*About this exercise:*
How many lines in the records below hold the word "points"? Answer with the number alone.

Recorded data:

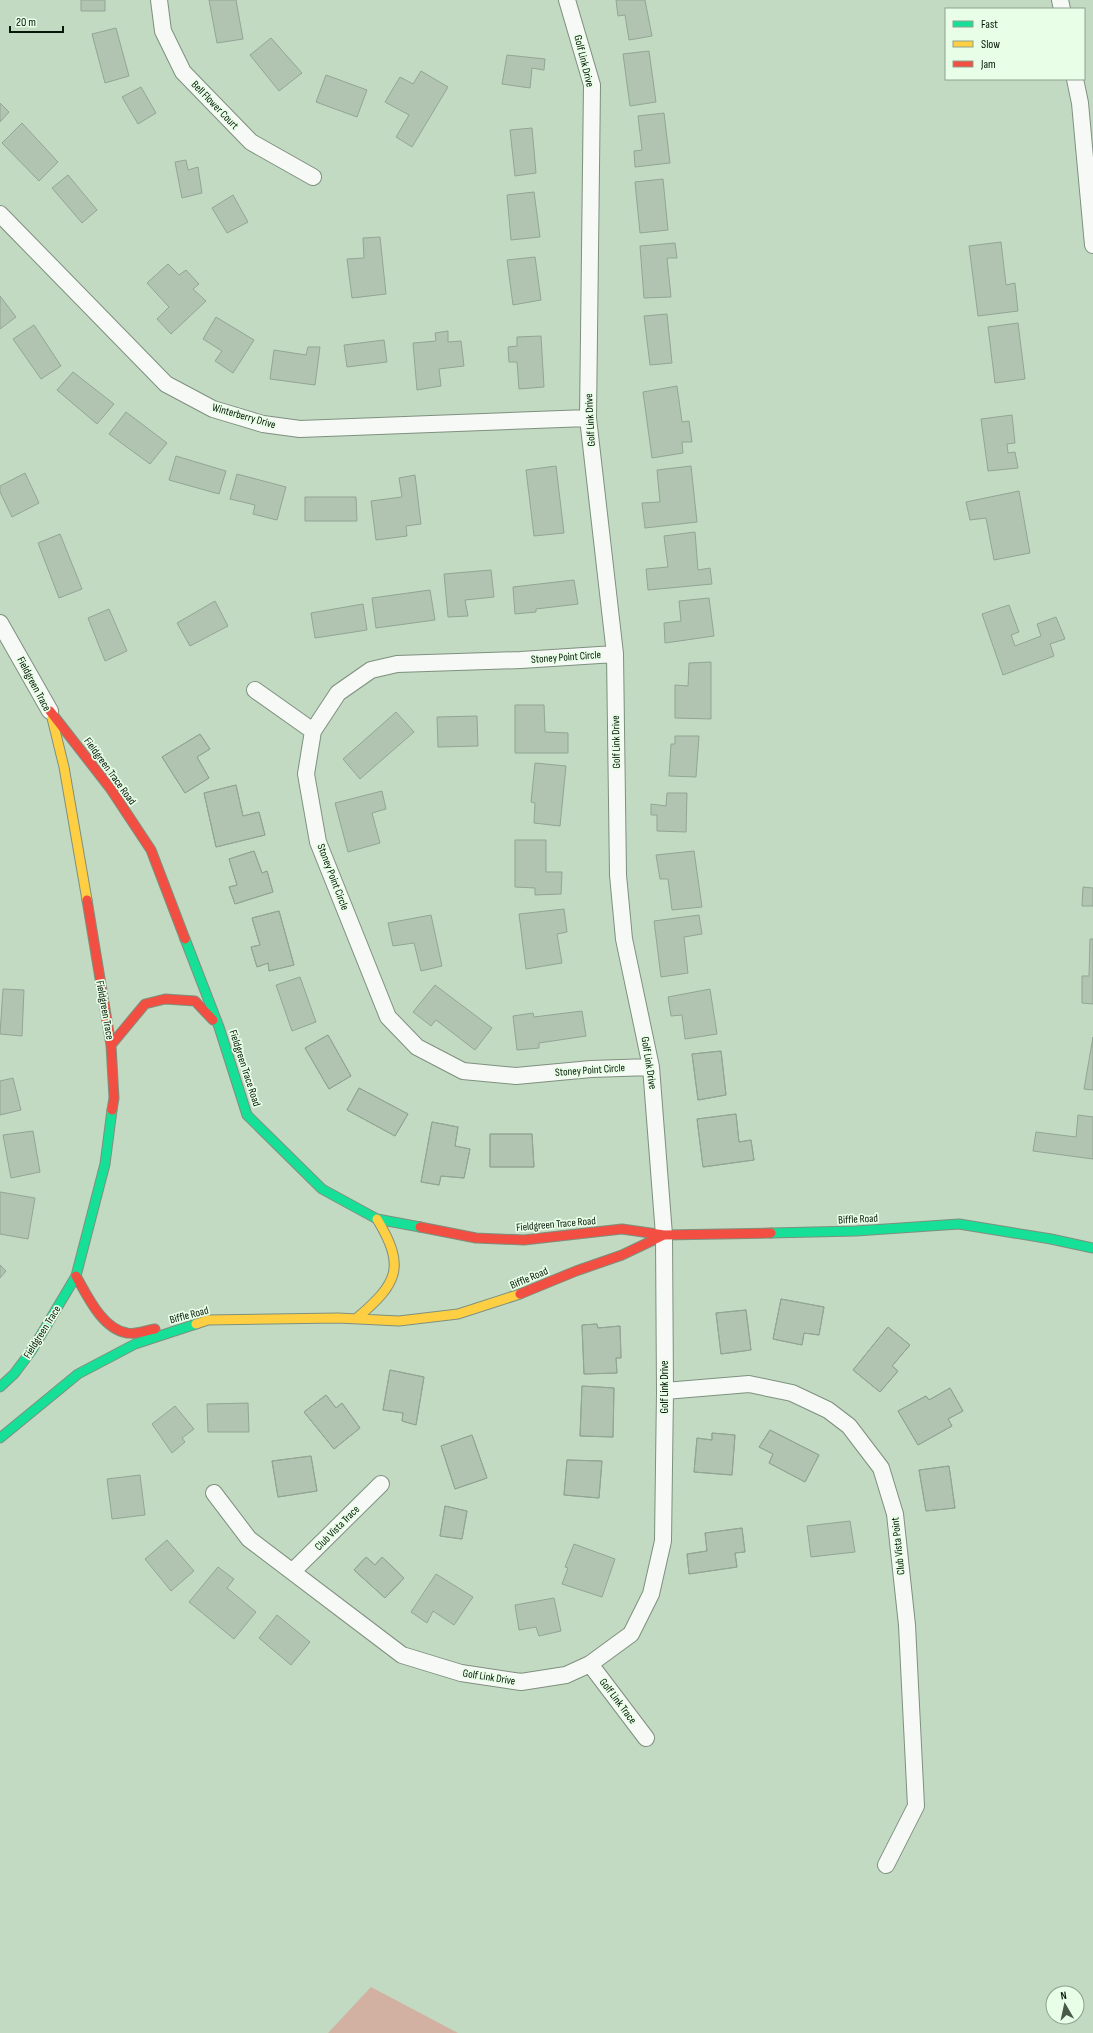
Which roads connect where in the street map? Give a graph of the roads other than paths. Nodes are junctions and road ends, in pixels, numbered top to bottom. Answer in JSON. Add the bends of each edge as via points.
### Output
{"nodes":[{"id":1,"x":159,"y":0,"type":"edge"},
{"id":2,"x":567,"y":0,"type":"edge"},
{"id":3,"x":1075,"y":80,"type":"edge"},
{"id":4,"x":313,"y":177,"type":"dead end"},
{"id":5,"x":0,"y":214,"type":"edge"},
{"id":6,"x":1093,"y":245,"type":"edge"},
{"id":7,"x":588,"y":418,"type":"junction"},
{"id":8,"x":0,"y":623,"type":"edge"},
{"id":9,"x":615,"y":654,"type":"junction"},
{"id":10,"x":255,"y":690,"type":"dead end"},
{"id":11,"x":50,"y":711,"type":"junction"},
{"id":12,"x":313,"y":731,"type":"junction"},
{"id":13,"x":219,"y":1027,"type":"junction"},
{"id":14,"x":111,"y":1045,"type":"junction"},
{"id":15,"x":651,"y":1067,"type":"junction"},
{"id":16,"x":377,"y":1220,"type":"junction"},
{"id":17,"x":664,"y":1235,"type":"junction"},
{"id":18,"x":1093,"y":1248,"type":"edge"},
{"id":19,"x":76,"y":1276,"type":"junction"},
{"id":20,"x":357,"y":1318,"type":"junction"},
{"id":21,"x":208,"y":1320,"type":"junction"},
{"id":22,"x":0,"y":1387,"type":"edge"},
{"id":23,"x":665,"y":1391,"type":"junction"},
{"id":24,"x":0,"y":1438,"type":"edge"},
{"id":25,"x":380,"y":1484,"type":"dead end"},
{"id":26,"x":214,"y":1493,"type":"dead end"},
{"id":27,"x":293,"y":1571,"type":"junction"},
{"id":28,"x":590,"y":1664,"type":"junction"},
{"id":29,"x":646,"y":1738,"type":"dead end"},
{"id":30,"x":886,"y":1865,"type":"dead end"}],
"edges":[{"from":1,"to":4,"type":"street","name":"Bell Flower Court","via":[[163,31],[183,72],[251,142]]},
{"from":2,"to":7,"type":"street","name":"Golf Link Drive","via":[[592,85]]},
{"from":3,"to":6,"type":"street","via":[[1080,103]]},
{"from":5,"to":7,"type":"street","name":"Winterberry Drive","via":[[166,384],[213,409],[263,424],[300,429]]},
{"from":7,"to":9,"type":"street","name":"Golf Link Drive"},
{"from":8,"to":11,"type":"street","name":"Fieldgreen Trace"},
{"from":9,"to":12,"type":"street","name":"Stoney Point Circle","via":[[397,664],[371,670],[338,693]]},
{"from":9,"to":15,"type":"street","name":"Golf Link Drive","via":[[619,889],[624,939]]},
{"from":10,"to":12,"type":"street"},
{"from":11,"to":13,"type":"street","name":"Fieldgreen Trace Road","via":[[110,788],[151,850]]},
{"from":11,"to":14,"type":"street","name":"Fieldgreen Trace","via":[[64,767]]},
{"from":12,"to":15,"type":"street","name":"Stoney Point Circle","via":[[306,774],[318,842],[388,1017],[417,1047],[464,1071],[516,1076]]},
{"from":13,"to":14,"type":"street","via":[[195,1001],[165,999],[145,1004]]},
{"from":13,"to":16,"type":"street","name":"Fieldgreen Trace Road","via":[[247,1115],[322,1189]]},
{"from":14,"to":19,"type":"street","name":"Fieldgreen Trace","via":[[114,1098],[105,1164]]},
{"from":15,"to":17,"type":"street","name":"Golf Link Drive"},
{"from":16,"to":17,"type":"street","name":"Fieldgreen Trace Road","via":[[476,1238],[524,1240],[622,1230]]},
{"from":16,"to":20,"type":"street","via":[[388,1236],[395,1257],[394,1275],[386,1293]]},
{"from":17,"to":18,"type":"street","name":"Biffle Road","via":[[856,1231],[958,1224]]},
{"from":17,"to":20,"type":"street","name":"Biffle Road","via":[[622,1255],[512,1298],[458,1314],[399,1321]]},
{"from":17,"to":23,"type":"street","name":"Golf Link Drive"},
{"from":19,"to":21,"type":"street","via":[[88,1299],[112,1326],[126,1333]]},
{"from":19,"to":22,"type":"street","name":"Fieldgreen Trace","via":[[32,1350],[14,1374]]},
{"from":20,"to":21,"type":"street","name":"Biffle Road"},
{"from":21,"to":24,"type":"street","name":"Biffle Road","via":[[135,1344],[78,1374]]},
{"from":23,"to":28,"type":"street","name":"Golf Link Drive","via":[[663,1542],[651,1594],[631,1634]]},
{"from":23,"to":30,"type":"street","name":"Club Vista Point","via":[[749,1384],[792,1393],[828,1410],[849,1426],[881,1468],[896,1522],[907,1625],[916,1806]]},
{"from":25,"to":27,"type":"street","name":"Club Vista Trace"},
{"from":26,"to":27,"type":"street","name":"Golf Link Drive","via":[[249,1539]]},
{"from":27,"to":28,"type":"street","name":"Golf Link Drive","via":[[402,1655],[461,1672],[521,1682],[566,1675]]},
{"from":28,"to":29,"type":"street","name":"Golf Link Trace"}]}
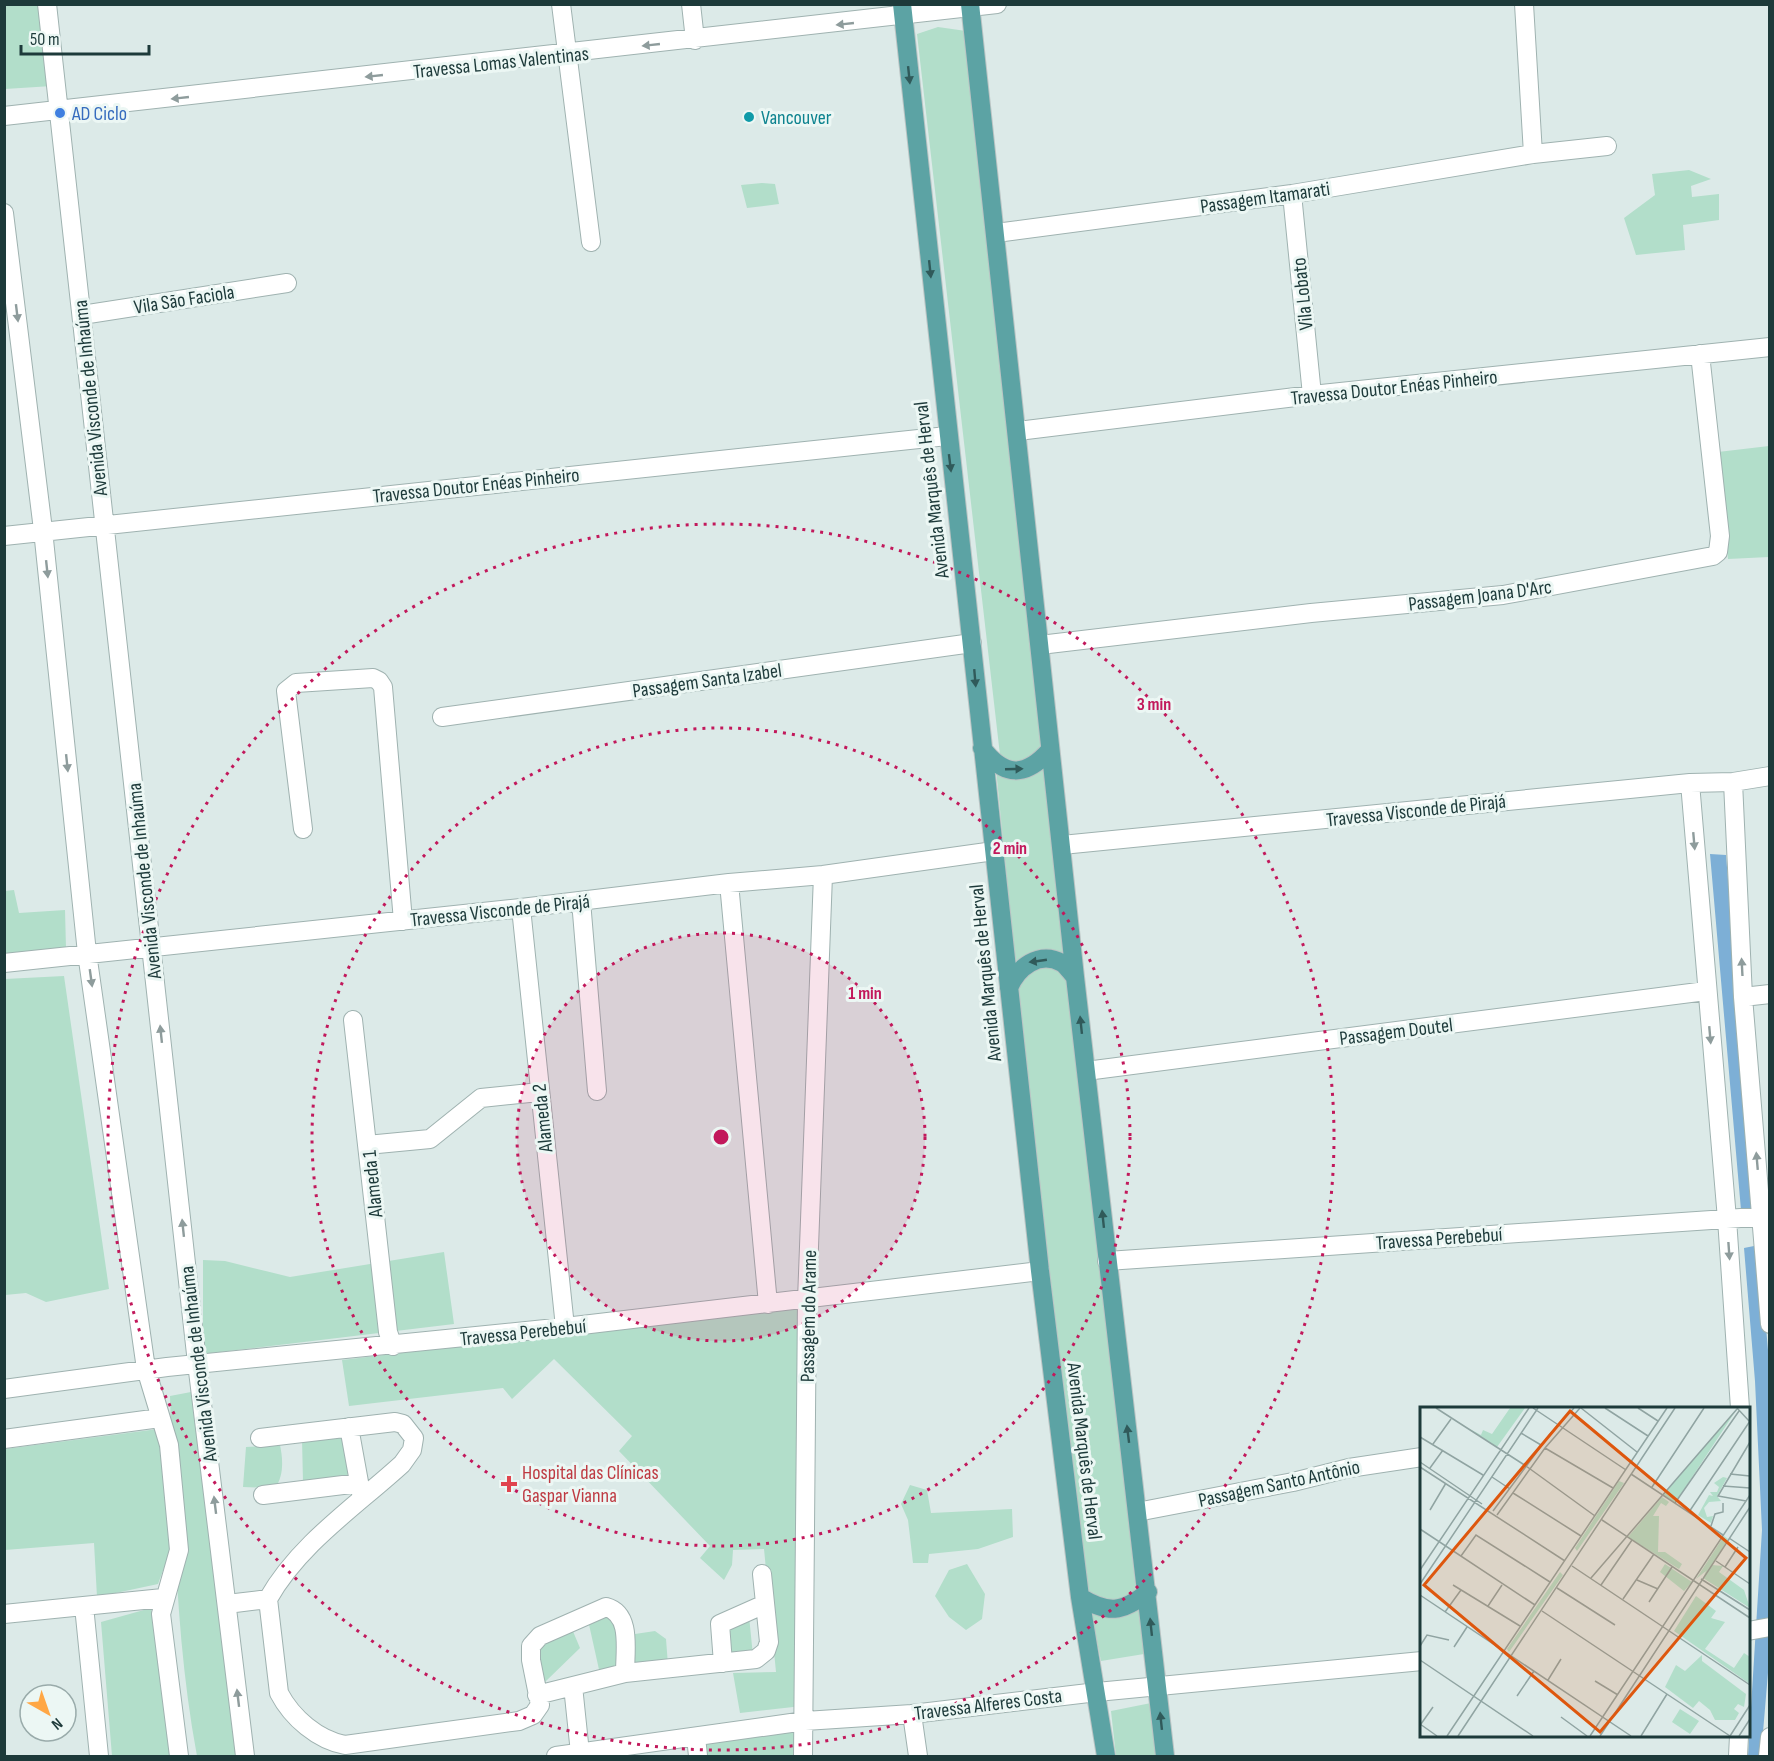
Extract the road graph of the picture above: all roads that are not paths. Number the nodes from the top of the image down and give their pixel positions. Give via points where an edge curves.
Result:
1 (47, 4) edge
2 (561, 4) edge
3 (691, 4) edge
4 (997, 4) edge
5 (1524, 4) edge
6 (970, 6) edge
7 (902, 11) edge
8 (695, 40) junction
9 (566, 55) junction
10 (59, 111) junction
11 (4, 116) edge
12 (1607, 146) dead end
13 (1533, 154) junction
14 (1292, 194) junction
15 (4, 213) edge
16 (996, 233) junction
17 (591, 242) dead end
18 (287, 283) dead end
19 (81, 315) junction
20 (1770, 347) edge
21 (1700, 354) junction
22 (1312, 395) junction
23 (1018, 431) junction
24 (947, 436) junction
25 (104, 524) junction
26 (43, 530) junction
27 (4, 536) edge
28 (972, 643) junction
29 (1040, 645) junction
30 (442, 717) dead end
31 (981, 748) junction
32 (1050, 750) junction
33 (1770, 776) edge
34 (1690, 783) junction
35 (1733, 783) junction
36 (303, 829) dead end
37 (1062, 845) junction
38 (994, 851) junction
39 (823, 875) junction
40 (729, 883) junction
41 (580, 901) junction
42 (521, 908) junction
43 (403, 921) junction
44 (152, 947) junction
45 (87, 953) junction
46 (4, 963) edge
47 (1075, 977) junction
48 (1009, 988) junction
49 (1707, 991) junction
50 (1770, 994) edge
51 (1743, 997) junction
52 (353, 1020) dead end
53 (1086, 1071) junction
54 (597, 1091) dead end
55 (539, 1092) junction
56 (367, 1145) junction
57 (1766, 1217) edge
58 (1727, 1219) junction
59 (1107, 1261) junction
60 (1040, 1271) junction
61 (807, 1300) junction
62 (768, 1304) junction
63 (1770, 1324) edge
64 (565, 1328) junction
65 (393, 1346) junction
66 (197, 1363) junction
67 (146, 1369) junction
68 (4, 1389) edge
69 (1740, 1407) edge
70 (160, 1418) junction
71 (349, 1427) junction
72 (4, 1438) edge
73 (260, 1438) dead end
74 (1420, 1457) edge
75 (361, 1491) junction
76 (264, 1495) dead end
77 (1137, 1512) junction
78 (762, 1574) dead end
79 (1148, 1592) junction
80 (1080, 1597) junction
81 (163, 1598) junction
82 (268, 1599) junction
83 (227, 1604) junction
84 (765, 1604) junction
85 (84, 1606) junction
86 (4, 1614) edge
87 (1770, 1627) edge
88 (1750, 1631) edge
89 (1420, 1661) edge
90 (723, 1663) junction
91 (625, 1673) junction
92 (1157, 1685) junction
93 (573, 1686) junction
94 (1097, 1692) junction
95 (537, 1695) junction
96 (912, 1714) junction
97 (805, 1721) junction
98 (696, 1737) junction
99 (1739, 1737) edge
100 (1770, 1737) edge
101 (569, 1755) edge
102 (99, 1756) edge
103 (179, 1756) edge
104 (245, 1756) edge
105 (698, 1756) edge
106 (803, 1756) edge
107 (918, 1756) edge
108 (1106, 1756) edge
109 (1164, 1756) edge
110 (1738, 1756) edge
111 (1768, 1756) edge

1 - 10 street, Avenida Visconde de Inhaúma
2 - 9 street
3 - 8 street
4 - 6 street, Travessa Lomas Valentinas
5 - 13 street
6 - 7 street, Travessa Lomas Valentinas
6 - 16 main road
7 -> 8 street, Travessa Lomas Valentinas
7 -> 24 main road, Avenida Marquês de Herval
8 -> 9 street, Travessa Lomas Valentinas
9 -> 10 street, Travessa Lomas Valentinas
9 - 17 street
10 - 11 street, Travessa Lomas Valentinas
10 - 19 street, Avenida Visconde de Inhaúma
12 - 13 street, Passagem Itamarati
13 - 14 street, Passagem Itamarati
14 - 16 street, Passagem Itamarati
14 - 22 street, Vila Lobato
15 -> 26 street, Avenida Visconde de Inhaúma
16 - 23 main road
18 - 19 street, Vila São Faciola
19 - 25 street, Avenida Visconde de Inhaúma
20 - 21 street, Travessa Doutor Enéas Pinheiro
21 - 22 street, Travessa Doutor Enéas Pinheiro
21 - 29 street, Passagem Joana D'Arc via 1720,536 1718,552 1713,556 1503,596 1311,613
22 - 23 street, Travessa Doutor Enéas Pinheiro
23 - 29 main road
24 - 25 street, Travessa Doutor Enéas Pinheiro
24 -> 28 main road, Avenida Marquês de Herval
25 - 26 street, Travessa Doutor Enéas Pinheiro
25 - 44 street, Avenida Visconde de Inhaúma
26 - 27 street, Travessa Doutor Enéas Pinheiro
26 -> 45 street, Avenida Visconde de Inhaúma
28 - 30 street, Passagem Santa Izabel
28 -> 31 main road, Avenida Marquês de Herval
29 - 32 main road
31 -> 32 main road via 1004,770 1016,771 1038,762
31 - 38 main road, Avenida Marquês de Herval
32 - 37 main road
33 - 35 street, Travessa Visconde de Pirajá
34 - 35 street, Travessa Visconde de Pirajá
34 - 37 street, Travessa Visconde de Pirajá
34 -> 49 street
51 -> 35 street
36 - 43 street via 286,691 296,683 373,678 383,687
37 - 47 main road
38 - 39 street, Travessa Visconde de Pirajá
38 - 48 main road, Avenida Marquês de Herval
39 - 40 street, Travessa Visconde de Pirajá
39 - 61 street, Passagem do Arame
40 - 41 street, Travessa Visconde de Pirajá
40 - 62 street, Passagem do Arame
41 - 42 street, Travessa Visconde de Pirajá
41 - 54 street
42 - 43 street, Travessa Visconde de Pirajá
42 - 55 street, Alameda 2
43 - 44 street, Travessa Visconde de Pirajá
44 - 45 street, Travessa Visconde de Pirajá
66 -> 44 street, Avenida Visconde de Inhaúma
45 - 46 street, Travessa Visconde de Pirajá
45 -> 67 street, Avenida Visconde de Inhaúma
47 -> 48 main road via 1061,963 1047,959 1022,967
53 -> 47 main road
48 - 60 main road, Avenida Marquês de Herval
49 - 53 street, Passagem Doutel
49 -> 58 street
50 - 51 street
57 -> 51 street
52 - 56 street, Alameda 1
59 -> 53 main road
55 - 56 street via 481,1098 430,1139
55 - 64 street, Alameda 2
56 - 65 street, Alameda 1 via 388,1332
57 - 58 street, Travessa Perebebuí
57 - 63 street
58 - 59 street, Travessa Perebebuí
58 -> 69 street
77 -> 59 main road
60 - 61 street, Travessa Perebebuí
60 - 80 main road, Avenida Marquês de Herval
61 - 62 street, Travessa Perebebuí
61 - 97 street, Passagem do Arame
62 - 64 street, Travessa Perebebuí
64 - 65 street, Travessa Perebebuí
65 - 66 street, Travessa Perebebuí
66 - 67 street, Travessa Perebebuí
83 -> 66 street, Avenida Visconde de Inhaúma
67 - 68 street, Travessa Perebebuí
67 - 70 street, Avenida Visconde de Inhaúma
70 - 72 street
70 - 81 street, Avenida Visconde de Inhaúma via 170,1445 179,1550
71 - 73 street
71 - 75 street
71 - 75 street via 395,1422 403,1424 414,1438 412,1450 402,1464
74 - 77 street, Passagem Santo Antônio
75 - 76 street
75 - 82 street via 280,1577
77 - 79 main road
78 - 84 street
79 - 80 main road via 1121,1609 1100,1608
92 -> 79 main road
80 - 94 main road, Avenida Marquês de Herval
81 - 85 street
81 - 103 street, Avenida Visconde de Inhaúma via 160,1614
82 - 83 street
82 - 95 street via 279,1694 290,1710 329,1742 345,1745 519,1721 533,1715 540,1705
104 -> 83 street, Avenida Visconde de Inhaúma
84 - 90 street via 720,1624
84 - 90 street via 766,1651 756,1659
85 - 86 street
85 - 102 street
87 - 88 street
89 - 92 street, Travessa Alferes Costa
90 - 91 street
91 - 93 street
91 - 95 street via 624,1618 606,1607 540,1636 531,1646
92 - 94 street, Travessa Alferes Costa
109 -> 92 main road
93 - 95 street
93 - 101 street
94 - 96 street, Travessa Alferes Costa
94 - 108 main road, Avenida Marquês de Herval
96 - 97 street, Travessa Alferes Costa
96 - 107 street
97 - 98 street, Travessa Alferes Costa
97 - 106 street, Passagem do Arame
98 - 101 street, Travessa Alferes Costa
98 - 105 street
99 - 110 street
100 - 111 street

*Response area:*
2